El hambre fue una presencia demasiado continua en la Europa del Antiguo Régimen, incluso de la de no hace tantos años en términos históricos. Cuando la abundancia escasea y la escasez abunda, es imperativo aprovechar al máximo todos los recursos alimentarios, sin desperdiciar nada.
Los cereales y las harinas tuvieron en aquellas circunstancias un valor estratégico, y las ordenanzas municipales de Requena de 1622 así lo asumieron. Experimentados en encararse con los años de vacas flacas, sus regidores conocían perfectamente todas las tretas de los que trataban de ganar más todavía con la necesidad o el miedo al hambre. En aquellos tristes días las ordenanzas antiguas se respetaron poco, por mucho que se proclamara a los cuatro vientos su carácter venerable.

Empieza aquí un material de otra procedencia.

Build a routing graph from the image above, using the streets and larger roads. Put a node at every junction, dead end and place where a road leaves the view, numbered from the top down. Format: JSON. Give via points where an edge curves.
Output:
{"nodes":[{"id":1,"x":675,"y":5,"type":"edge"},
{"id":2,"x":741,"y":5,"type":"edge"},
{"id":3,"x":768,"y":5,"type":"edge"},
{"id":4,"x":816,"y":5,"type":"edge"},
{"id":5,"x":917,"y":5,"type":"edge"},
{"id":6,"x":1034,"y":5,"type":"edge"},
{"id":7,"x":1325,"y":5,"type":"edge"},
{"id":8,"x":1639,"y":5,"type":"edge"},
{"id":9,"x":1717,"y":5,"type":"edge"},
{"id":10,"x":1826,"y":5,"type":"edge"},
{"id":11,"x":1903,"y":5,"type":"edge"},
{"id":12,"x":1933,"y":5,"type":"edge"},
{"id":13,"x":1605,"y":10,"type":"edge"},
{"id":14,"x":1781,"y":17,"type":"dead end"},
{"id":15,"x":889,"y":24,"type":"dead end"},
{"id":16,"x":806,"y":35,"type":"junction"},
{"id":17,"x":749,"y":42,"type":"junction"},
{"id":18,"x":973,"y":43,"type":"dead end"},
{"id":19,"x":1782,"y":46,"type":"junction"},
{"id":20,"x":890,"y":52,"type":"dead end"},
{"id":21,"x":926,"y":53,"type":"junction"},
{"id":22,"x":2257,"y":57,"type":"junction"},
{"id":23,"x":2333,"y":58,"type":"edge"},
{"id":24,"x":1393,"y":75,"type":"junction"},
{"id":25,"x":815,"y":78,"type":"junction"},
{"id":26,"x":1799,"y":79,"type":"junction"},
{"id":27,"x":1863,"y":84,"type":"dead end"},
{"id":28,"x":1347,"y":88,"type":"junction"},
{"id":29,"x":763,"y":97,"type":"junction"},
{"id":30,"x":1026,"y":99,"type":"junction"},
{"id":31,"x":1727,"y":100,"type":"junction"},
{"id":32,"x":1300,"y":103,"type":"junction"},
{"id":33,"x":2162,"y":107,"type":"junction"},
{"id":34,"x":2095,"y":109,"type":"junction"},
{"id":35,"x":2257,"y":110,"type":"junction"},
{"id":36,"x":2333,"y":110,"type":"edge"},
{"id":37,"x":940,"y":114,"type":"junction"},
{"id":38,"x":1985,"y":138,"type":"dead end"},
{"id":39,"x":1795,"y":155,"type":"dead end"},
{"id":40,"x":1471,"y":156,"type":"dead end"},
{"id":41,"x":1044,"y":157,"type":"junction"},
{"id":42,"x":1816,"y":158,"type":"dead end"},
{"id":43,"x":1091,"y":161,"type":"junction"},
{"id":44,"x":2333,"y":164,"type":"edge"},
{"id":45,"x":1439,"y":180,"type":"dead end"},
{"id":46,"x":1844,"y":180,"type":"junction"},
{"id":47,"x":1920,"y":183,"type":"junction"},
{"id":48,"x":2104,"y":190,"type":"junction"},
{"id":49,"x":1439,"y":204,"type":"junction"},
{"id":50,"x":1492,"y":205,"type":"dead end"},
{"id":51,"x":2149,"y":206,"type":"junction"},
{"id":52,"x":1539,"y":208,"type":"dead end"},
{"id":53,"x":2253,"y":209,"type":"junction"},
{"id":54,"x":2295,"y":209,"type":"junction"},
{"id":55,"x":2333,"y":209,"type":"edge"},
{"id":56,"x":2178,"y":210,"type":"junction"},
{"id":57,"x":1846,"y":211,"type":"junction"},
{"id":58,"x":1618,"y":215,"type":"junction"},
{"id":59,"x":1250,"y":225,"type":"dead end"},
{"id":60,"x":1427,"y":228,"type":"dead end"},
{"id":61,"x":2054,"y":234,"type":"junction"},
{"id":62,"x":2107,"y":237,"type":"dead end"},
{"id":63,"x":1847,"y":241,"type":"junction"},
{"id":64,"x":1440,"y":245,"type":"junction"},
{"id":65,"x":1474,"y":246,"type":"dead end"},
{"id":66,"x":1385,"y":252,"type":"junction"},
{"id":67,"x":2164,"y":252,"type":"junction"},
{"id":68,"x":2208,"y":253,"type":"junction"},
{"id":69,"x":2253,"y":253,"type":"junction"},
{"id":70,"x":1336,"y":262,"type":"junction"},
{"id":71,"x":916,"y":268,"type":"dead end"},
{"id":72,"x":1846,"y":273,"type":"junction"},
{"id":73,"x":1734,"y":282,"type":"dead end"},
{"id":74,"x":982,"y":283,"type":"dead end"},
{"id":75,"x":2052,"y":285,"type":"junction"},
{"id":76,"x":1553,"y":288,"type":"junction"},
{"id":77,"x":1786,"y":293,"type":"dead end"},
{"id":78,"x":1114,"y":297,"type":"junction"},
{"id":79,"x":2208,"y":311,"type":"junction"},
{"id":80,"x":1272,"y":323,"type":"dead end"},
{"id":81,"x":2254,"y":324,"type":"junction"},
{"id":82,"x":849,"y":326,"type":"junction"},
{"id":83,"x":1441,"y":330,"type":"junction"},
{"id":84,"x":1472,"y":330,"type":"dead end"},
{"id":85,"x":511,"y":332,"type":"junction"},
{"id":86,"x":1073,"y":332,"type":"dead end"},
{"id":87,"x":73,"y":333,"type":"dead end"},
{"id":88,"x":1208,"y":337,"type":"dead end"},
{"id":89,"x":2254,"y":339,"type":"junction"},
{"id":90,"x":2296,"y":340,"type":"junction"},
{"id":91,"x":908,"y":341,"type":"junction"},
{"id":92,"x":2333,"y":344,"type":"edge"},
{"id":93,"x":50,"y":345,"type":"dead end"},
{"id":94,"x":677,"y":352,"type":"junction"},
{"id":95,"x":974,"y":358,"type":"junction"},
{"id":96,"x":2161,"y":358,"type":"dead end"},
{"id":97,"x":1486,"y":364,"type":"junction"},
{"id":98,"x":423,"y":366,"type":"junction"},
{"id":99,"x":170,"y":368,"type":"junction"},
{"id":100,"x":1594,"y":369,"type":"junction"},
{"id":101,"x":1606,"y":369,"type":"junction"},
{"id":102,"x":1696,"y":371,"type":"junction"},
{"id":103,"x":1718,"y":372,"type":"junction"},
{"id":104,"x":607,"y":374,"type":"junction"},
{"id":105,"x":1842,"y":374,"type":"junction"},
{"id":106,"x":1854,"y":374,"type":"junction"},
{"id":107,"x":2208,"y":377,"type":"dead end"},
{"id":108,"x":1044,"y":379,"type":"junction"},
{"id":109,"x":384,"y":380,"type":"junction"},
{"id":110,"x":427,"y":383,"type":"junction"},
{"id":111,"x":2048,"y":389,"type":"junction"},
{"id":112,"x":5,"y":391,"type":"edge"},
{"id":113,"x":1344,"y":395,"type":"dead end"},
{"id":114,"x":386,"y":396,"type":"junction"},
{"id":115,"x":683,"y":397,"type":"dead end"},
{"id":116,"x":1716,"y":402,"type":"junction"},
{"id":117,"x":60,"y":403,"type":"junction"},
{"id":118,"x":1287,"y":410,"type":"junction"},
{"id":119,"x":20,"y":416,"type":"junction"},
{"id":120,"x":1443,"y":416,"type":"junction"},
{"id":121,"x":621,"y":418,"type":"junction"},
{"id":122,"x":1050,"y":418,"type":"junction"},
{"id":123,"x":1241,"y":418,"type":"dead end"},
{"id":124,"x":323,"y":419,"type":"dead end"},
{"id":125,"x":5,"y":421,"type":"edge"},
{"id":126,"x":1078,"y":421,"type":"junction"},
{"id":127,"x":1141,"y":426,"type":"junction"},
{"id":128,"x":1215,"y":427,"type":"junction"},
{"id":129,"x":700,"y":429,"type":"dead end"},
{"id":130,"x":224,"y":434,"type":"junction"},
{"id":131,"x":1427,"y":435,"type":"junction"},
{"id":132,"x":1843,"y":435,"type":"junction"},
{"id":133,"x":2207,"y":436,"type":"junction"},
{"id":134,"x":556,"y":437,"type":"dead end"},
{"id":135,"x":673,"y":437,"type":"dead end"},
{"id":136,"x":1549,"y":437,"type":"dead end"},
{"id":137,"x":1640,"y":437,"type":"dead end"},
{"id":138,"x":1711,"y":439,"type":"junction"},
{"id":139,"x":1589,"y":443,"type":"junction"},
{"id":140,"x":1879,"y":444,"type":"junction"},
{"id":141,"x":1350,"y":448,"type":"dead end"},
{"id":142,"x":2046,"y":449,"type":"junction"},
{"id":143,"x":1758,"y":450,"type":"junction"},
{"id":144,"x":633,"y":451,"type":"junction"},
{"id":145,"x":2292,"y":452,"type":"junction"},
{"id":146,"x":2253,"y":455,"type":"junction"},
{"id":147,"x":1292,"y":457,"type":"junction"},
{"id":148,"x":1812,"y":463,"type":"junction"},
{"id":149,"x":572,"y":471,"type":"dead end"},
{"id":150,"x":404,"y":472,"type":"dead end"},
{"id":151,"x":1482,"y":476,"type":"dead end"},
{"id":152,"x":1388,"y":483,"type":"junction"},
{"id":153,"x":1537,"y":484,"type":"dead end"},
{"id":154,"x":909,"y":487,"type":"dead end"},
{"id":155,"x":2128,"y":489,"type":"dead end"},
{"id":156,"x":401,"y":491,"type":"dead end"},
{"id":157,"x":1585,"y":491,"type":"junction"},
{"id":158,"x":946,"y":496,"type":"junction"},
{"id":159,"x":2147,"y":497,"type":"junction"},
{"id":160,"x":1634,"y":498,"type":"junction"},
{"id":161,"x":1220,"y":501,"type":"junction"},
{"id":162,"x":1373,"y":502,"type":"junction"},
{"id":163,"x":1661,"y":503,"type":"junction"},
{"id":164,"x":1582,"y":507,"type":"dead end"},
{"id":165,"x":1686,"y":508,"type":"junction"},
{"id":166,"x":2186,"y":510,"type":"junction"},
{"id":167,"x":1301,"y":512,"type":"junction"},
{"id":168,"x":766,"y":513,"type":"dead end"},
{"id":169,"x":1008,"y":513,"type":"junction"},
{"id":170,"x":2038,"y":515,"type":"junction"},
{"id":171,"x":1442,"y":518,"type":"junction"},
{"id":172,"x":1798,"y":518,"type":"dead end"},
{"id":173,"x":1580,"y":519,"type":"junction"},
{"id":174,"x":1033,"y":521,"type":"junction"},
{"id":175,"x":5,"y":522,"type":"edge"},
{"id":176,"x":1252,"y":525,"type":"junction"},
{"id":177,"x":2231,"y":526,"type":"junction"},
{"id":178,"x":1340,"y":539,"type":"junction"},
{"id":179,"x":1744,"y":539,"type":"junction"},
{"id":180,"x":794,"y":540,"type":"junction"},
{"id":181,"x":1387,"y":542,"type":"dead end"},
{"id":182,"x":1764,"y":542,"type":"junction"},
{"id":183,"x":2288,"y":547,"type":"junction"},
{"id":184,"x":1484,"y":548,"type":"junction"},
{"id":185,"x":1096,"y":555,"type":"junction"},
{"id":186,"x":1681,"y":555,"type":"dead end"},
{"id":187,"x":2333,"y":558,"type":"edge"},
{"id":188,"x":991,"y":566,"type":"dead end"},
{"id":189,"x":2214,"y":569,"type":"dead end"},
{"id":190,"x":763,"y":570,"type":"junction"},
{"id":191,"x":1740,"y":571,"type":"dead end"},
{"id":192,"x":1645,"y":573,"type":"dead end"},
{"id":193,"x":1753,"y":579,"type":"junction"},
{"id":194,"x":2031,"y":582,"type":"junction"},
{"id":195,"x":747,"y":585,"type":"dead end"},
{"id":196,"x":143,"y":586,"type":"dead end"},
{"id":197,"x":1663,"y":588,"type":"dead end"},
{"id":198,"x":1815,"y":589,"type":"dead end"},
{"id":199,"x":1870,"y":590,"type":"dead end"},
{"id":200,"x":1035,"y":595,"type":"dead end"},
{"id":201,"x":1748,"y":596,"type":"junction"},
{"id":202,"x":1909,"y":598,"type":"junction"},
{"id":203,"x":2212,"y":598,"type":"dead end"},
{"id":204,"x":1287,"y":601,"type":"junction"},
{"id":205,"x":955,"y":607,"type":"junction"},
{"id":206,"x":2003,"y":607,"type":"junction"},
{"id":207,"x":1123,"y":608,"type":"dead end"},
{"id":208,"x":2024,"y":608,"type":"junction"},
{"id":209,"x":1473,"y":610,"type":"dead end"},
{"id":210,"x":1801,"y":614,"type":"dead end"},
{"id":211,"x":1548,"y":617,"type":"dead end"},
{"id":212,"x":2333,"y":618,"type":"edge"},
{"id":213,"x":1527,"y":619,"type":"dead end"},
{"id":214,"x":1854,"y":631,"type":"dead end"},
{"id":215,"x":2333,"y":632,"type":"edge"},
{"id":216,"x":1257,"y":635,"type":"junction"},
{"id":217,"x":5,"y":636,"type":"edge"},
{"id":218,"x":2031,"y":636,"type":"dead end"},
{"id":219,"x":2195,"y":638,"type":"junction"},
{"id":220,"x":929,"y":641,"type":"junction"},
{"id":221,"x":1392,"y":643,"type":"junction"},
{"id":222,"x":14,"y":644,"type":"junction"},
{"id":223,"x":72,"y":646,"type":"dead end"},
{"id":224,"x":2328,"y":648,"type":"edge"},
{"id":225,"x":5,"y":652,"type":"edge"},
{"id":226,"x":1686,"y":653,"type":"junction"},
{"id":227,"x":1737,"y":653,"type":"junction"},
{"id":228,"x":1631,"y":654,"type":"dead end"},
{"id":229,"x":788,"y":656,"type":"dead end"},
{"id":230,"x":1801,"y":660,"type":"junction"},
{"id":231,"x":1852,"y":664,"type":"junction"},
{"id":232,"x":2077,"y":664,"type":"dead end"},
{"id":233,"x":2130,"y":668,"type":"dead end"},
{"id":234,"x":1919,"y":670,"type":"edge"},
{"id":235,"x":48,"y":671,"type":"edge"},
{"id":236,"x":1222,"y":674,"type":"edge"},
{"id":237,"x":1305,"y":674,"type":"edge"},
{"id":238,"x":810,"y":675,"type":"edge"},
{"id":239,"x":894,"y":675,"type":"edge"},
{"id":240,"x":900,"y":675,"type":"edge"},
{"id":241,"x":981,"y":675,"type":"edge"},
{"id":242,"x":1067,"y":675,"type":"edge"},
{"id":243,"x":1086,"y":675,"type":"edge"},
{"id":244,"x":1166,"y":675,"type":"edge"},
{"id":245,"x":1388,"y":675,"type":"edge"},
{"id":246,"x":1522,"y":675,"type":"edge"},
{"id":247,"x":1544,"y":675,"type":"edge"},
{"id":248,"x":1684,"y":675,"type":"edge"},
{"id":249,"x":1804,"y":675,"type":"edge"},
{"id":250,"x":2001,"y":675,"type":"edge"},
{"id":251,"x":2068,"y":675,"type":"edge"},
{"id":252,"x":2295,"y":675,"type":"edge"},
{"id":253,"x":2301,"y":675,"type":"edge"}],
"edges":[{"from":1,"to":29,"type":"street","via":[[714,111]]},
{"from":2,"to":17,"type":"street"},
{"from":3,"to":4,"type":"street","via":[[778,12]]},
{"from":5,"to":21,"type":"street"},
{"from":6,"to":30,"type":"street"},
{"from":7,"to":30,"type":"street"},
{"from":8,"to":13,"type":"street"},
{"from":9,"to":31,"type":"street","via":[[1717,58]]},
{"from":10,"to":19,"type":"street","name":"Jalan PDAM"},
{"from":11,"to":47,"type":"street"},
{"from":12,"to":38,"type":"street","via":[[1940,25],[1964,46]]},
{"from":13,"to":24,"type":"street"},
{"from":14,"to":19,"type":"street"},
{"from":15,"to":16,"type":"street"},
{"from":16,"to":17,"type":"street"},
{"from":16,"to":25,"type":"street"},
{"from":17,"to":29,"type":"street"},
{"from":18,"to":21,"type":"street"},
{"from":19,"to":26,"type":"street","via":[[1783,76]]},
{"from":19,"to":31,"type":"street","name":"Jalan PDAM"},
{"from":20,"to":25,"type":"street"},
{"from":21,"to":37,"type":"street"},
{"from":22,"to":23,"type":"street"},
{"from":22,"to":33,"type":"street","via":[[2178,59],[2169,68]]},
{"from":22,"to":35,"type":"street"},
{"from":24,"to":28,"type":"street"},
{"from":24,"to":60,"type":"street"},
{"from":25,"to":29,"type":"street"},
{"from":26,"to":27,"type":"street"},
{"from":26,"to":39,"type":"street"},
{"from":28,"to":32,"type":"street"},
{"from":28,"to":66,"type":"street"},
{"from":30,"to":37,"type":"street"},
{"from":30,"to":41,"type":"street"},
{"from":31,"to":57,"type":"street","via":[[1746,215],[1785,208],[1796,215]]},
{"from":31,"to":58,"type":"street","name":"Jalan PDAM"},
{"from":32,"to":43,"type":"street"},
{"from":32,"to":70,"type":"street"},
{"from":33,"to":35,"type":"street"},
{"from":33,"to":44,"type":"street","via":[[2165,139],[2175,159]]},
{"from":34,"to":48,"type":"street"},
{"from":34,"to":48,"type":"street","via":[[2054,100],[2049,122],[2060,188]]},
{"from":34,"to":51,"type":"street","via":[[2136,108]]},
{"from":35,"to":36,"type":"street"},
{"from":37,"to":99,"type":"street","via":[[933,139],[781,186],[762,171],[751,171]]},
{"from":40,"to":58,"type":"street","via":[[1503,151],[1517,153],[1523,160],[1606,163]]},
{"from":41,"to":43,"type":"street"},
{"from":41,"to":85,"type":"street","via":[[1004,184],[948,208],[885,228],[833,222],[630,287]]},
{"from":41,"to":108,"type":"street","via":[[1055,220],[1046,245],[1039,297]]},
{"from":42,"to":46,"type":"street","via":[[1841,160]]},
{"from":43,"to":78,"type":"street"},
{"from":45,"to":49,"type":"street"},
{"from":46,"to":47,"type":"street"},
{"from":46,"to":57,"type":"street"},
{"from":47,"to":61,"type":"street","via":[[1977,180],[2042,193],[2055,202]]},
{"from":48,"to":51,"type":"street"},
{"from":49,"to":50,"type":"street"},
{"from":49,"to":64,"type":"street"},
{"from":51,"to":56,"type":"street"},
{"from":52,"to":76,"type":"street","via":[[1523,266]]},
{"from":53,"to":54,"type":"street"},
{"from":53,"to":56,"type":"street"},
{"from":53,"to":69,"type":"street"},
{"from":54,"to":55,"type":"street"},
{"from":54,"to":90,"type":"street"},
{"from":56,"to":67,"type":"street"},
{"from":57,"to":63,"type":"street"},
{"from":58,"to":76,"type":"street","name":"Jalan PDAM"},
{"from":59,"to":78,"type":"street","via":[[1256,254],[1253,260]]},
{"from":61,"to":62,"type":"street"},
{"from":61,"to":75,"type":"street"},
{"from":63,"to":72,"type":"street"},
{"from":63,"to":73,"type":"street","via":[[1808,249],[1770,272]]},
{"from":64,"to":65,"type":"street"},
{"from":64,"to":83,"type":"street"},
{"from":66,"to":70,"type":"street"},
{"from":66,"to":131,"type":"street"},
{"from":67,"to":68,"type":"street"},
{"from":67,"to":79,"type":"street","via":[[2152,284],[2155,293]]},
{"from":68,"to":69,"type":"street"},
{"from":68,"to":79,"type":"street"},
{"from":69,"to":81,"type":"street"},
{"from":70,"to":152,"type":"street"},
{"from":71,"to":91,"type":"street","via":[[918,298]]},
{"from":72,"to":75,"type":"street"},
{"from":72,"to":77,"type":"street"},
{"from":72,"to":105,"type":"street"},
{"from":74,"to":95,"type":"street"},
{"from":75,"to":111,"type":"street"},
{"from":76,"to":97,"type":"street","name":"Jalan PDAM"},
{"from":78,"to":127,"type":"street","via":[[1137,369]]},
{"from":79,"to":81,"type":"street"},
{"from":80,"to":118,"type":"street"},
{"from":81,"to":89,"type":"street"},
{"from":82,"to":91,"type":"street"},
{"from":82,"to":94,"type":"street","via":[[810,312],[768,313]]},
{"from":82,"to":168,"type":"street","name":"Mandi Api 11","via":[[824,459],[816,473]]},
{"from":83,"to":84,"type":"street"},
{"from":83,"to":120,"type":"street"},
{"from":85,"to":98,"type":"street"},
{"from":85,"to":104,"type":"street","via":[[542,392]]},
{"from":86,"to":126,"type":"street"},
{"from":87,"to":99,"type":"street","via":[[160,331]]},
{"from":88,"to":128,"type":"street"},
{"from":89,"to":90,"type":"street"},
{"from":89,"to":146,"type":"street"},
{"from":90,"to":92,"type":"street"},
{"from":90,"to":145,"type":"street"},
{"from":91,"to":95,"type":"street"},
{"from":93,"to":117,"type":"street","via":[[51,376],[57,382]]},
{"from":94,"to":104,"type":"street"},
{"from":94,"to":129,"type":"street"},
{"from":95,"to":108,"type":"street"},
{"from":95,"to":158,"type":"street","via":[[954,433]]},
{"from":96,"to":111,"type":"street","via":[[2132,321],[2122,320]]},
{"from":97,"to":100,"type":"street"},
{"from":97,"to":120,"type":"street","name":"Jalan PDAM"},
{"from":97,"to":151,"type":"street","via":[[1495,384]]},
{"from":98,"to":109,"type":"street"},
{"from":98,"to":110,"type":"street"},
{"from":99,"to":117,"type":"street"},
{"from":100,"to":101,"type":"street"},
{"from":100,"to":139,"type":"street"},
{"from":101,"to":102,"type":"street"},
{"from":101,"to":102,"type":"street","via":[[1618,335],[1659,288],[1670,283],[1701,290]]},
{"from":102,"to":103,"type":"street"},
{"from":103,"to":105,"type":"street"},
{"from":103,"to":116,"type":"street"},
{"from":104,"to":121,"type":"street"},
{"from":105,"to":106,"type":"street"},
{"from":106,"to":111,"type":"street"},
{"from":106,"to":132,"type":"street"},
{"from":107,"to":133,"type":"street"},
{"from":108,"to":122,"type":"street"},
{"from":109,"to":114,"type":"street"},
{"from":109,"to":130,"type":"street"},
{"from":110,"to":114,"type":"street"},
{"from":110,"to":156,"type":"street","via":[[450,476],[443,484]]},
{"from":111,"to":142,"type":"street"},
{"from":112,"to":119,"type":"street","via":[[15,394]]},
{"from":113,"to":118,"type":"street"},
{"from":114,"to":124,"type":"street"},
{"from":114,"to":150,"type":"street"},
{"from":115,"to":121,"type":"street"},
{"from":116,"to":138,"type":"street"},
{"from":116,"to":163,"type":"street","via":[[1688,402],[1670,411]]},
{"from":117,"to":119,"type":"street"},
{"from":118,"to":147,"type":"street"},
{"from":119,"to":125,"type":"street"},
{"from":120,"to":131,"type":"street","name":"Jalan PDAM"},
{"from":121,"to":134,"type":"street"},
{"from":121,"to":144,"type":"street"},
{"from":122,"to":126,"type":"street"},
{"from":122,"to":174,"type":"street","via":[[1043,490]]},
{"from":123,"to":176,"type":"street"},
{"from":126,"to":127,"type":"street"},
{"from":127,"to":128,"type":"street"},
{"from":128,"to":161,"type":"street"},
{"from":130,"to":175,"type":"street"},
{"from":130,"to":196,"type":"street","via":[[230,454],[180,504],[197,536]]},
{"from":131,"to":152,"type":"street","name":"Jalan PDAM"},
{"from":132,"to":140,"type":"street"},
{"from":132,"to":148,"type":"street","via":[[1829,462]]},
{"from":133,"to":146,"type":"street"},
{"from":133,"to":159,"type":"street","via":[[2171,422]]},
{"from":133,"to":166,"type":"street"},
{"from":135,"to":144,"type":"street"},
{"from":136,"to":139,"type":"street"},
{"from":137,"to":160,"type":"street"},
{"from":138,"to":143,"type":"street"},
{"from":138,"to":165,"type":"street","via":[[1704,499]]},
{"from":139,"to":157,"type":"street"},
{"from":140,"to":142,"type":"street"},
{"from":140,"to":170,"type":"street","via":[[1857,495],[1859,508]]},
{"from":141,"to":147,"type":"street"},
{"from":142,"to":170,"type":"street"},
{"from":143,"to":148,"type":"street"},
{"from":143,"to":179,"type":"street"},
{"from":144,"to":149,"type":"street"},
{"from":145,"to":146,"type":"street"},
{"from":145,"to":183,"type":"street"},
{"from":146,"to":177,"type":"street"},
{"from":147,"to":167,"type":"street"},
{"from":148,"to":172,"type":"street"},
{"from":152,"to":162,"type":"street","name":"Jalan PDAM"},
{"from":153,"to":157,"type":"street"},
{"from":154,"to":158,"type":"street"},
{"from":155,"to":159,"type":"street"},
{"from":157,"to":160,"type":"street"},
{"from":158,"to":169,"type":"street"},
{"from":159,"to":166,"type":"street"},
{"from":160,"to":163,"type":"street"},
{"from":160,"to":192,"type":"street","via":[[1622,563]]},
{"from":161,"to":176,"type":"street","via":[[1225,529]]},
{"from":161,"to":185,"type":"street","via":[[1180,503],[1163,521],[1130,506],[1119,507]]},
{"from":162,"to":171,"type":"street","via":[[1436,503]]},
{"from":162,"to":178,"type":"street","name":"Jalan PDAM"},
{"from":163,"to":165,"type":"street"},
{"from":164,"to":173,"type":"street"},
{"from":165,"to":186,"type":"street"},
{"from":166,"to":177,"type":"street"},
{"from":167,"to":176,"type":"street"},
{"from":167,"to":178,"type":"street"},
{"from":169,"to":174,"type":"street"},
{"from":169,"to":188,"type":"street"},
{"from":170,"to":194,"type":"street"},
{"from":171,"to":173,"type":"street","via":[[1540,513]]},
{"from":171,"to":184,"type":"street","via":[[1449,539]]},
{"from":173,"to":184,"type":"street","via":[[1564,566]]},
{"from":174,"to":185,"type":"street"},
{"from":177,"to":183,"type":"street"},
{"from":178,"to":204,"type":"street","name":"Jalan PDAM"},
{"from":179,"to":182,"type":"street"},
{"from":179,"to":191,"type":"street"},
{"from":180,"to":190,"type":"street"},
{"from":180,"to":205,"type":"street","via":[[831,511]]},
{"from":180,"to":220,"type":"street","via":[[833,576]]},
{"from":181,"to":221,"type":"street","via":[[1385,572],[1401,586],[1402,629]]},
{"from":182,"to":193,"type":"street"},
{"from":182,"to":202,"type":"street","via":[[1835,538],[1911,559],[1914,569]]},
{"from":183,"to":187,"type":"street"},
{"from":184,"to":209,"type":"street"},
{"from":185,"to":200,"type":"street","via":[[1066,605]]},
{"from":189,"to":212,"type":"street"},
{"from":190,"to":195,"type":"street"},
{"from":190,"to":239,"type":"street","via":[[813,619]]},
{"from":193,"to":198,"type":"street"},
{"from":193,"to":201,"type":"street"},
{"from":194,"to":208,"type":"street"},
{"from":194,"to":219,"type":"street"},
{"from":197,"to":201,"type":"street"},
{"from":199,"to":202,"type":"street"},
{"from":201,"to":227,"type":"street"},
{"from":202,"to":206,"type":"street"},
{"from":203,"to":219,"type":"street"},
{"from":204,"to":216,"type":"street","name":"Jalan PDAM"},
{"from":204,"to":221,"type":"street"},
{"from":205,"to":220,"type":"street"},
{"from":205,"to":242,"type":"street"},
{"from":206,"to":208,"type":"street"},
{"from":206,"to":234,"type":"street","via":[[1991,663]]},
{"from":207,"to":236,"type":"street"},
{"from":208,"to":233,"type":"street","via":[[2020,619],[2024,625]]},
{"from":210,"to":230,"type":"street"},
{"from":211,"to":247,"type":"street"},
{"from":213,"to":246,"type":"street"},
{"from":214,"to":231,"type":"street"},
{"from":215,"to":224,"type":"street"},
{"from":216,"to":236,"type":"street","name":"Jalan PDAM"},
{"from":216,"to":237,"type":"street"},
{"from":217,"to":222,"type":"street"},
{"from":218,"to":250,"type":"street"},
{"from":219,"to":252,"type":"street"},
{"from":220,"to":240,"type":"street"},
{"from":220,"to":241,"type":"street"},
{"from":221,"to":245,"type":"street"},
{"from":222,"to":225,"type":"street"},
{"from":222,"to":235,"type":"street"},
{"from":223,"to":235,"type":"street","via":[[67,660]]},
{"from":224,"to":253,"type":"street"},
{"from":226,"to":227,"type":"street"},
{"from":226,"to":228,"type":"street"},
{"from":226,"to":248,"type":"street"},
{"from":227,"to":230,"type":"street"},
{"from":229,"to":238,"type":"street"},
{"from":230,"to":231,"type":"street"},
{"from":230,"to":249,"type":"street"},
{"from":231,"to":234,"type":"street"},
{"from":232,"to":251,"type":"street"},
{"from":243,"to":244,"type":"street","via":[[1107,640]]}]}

Contra los ingeniosos del fraude, algunos auténticos virtuosos, se arbitró un sistema de control de la molienda y del pesado de cereales, atento a los detalles a fuerza de verse burlado en el pasado.
De entrada todo vecino de la villa que tuviera que moler su trigo debía llevarlo al Peso de la Harina. Ya pesado, los acarreadores trasladarían los costales a cualquiera de los molinos del término. Se volvería a pesar una vez molido bajo la supervisión del encargado del Peso, el fiel.
En estas operaciones, se cobraría la maquila a razón de una libra y media por arroba, insistiéndose en que no sustrajeran nada ni acarreadores ni molineros, perjudicando a los dueños de los costales, bajo pena de seiscientos maravedíes.
A las gentes del arrabal, la vega o que vivieran fuera de la villa se les permitiría trasladar el cereal, así como a sus hijos y criados. Llevarían al Peso el trigo y el centeno, pero no la cebada, ya cribados.
El punto del Peso era crucial en tal sistema de control, ya que todo costal de trigo y centeno solamente se pesarían allí. Sin motivo justificado, no se podían sacar, y a cada uno de los molineros (sujetos de muchas sospechas) se les obligaba a disponer allí sendos cajones para doce libras de harina de trigo pontejí y otras doce de rubión para suplir cualquier falta de costal.
Era esencial, por tanto, que los costales se retornaran debidamente, y las declaraciones del fiel del Peso adquirían entonces una importancia capital. Nombrado el día en el que se designaban los oficios concejiles del año, debía ser persona de satisfacción (de buena fama, opinión y razón). Estaba obligado a llevar los libros contables y la documentación oportuna.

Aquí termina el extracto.